Perhaps but if so that lying is shared with its regulators.
Not a week goes by without at least one major financial media referring to Basel ratios that indicate banks are well capitalized. A responsible regulator should be out there answering such affirmations by reminding everyone that these ratios are; first not at all comparable with historic capital ratios based on non-weighted assets; and that they mean nothing if the risk weights are wrong. But the regulators don’t! They just play along.
And to state that those rated AAA, those who regulators assign a risk weight of 20%, are more dangerous to the bank system than those rated below BB-, those who regulators assigns a 150% risk weight to, is a mindboggling blatant lie, or a stupidity out of this world… have a pick!

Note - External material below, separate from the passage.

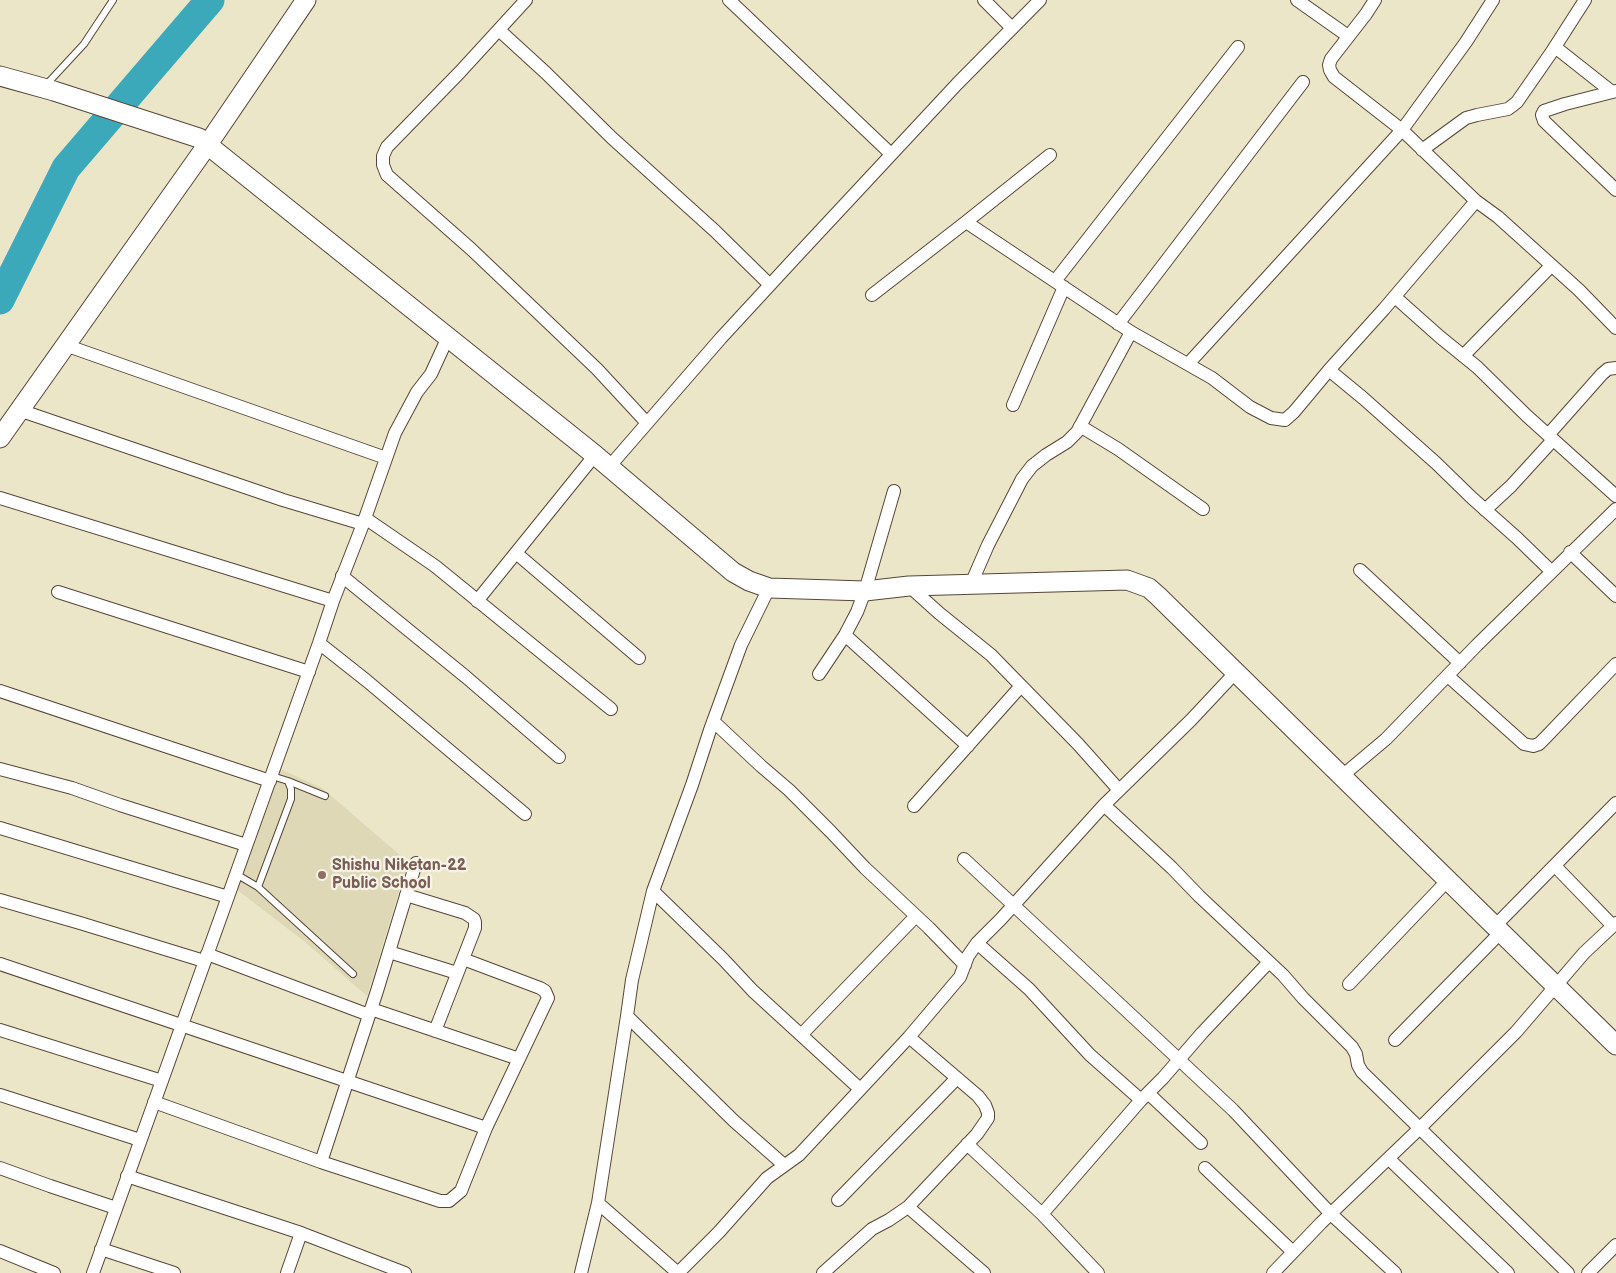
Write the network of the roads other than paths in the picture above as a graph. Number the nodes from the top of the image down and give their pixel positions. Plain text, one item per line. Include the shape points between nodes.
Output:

Jenkins concludes among other with “More important still is that bank bosses themselves prioritise long-termist decency over short-termist profit-chasing”
Few things are more short-termist, or less long termist, than allowing banks to leverage more their equity, which means earning higher risk adjusted returns, with what is “safe”, usually the past and present, than with what is “risky”, usually the future.
Just think of it, a 35% risk weight on residential mortgages, and one of 100% for SMEs. That would seem to doom our young to have to live without jobs, forever in their parents’ basements… or, if there is a reverse mortgage on it, until the house is repossessed by the bank.
And Sir, if not directly lying, is not keeping mum on it at least sort of withholding the truth?